+++ Records to process
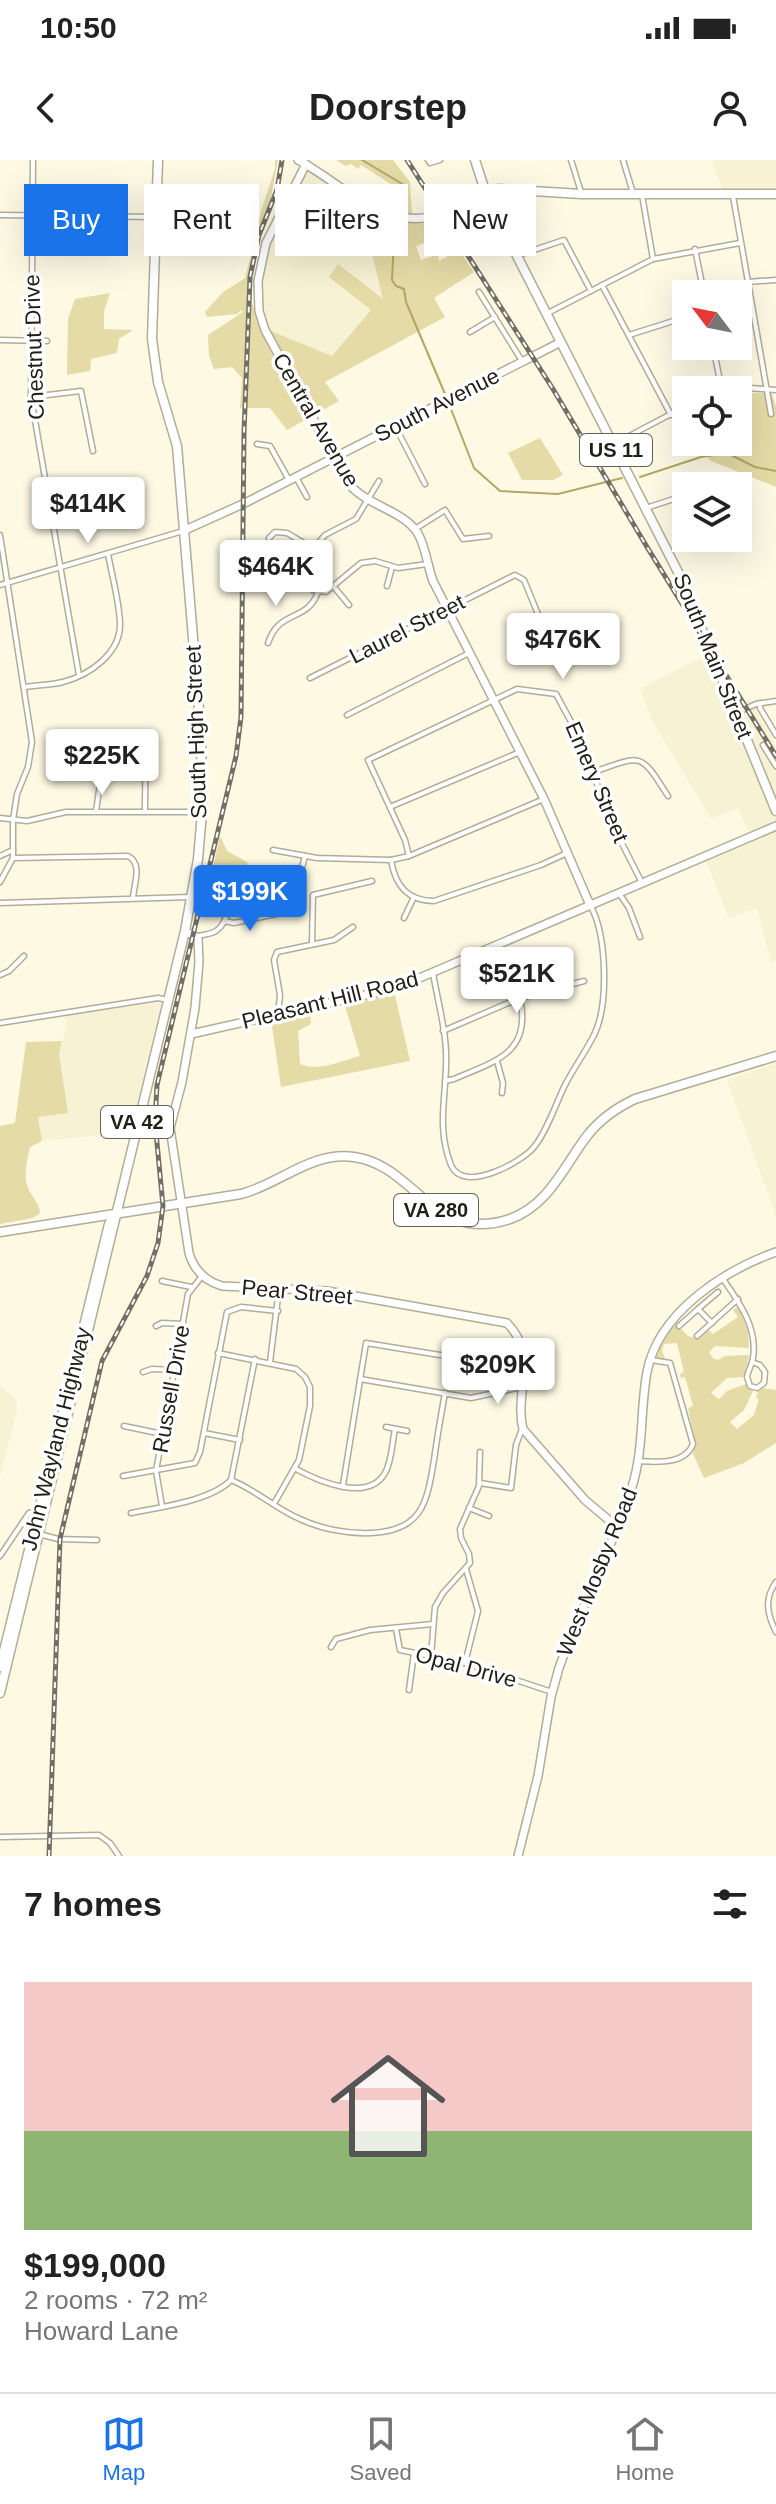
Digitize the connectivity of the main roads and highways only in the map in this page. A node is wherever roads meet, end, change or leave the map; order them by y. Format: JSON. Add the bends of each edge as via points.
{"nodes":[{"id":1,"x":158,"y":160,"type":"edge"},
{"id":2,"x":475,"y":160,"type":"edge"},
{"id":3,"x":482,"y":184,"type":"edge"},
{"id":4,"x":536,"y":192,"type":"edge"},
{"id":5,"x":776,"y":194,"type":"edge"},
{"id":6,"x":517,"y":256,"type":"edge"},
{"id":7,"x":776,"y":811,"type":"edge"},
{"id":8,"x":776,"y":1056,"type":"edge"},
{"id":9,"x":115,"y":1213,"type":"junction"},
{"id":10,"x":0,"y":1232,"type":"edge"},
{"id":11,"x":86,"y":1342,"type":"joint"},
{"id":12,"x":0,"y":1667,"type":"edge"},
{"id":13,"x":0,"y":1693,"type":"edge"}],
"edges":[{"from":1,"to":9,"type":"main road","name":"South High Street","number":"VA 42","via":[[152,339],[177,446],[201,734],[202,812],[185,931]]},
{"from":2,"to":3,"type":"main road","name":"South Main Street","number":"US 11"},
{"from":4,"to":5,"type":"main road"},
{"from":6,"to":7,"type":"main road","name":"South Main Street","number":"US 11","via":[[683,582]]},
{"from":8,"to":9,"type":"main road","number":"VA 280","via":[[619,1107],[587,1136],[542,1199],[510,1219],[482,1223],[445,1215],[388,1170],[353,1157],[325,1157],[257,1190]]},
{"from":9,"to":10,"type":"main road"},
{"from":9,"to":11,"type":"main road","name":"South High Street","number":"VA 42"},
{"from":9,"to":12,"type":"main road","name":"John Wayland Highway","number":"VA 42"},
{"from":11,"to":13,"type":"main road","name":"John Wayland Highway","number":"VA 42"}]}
++++++
Exercise instructions:
Using the records above, copy every line that has the word "South" in it.

Answer section:
"edges":[{"from":1,"to":9,"type":"main road","name":"South High Street","number":"VA 42","via":[[152,339],[177,446],[201,734],[202,812],[185,931]]},
{"from":2,"to":3,"type":"main road","name":"South Main Street","number":"US 11"},
{"from":6,"to":7,"type":"main road","name":"South Main Street","number":"US 11","via":[[683,582]]},
{"from":9,"to":11,"type":"main road","name":"South High Street","number":"VA 42"},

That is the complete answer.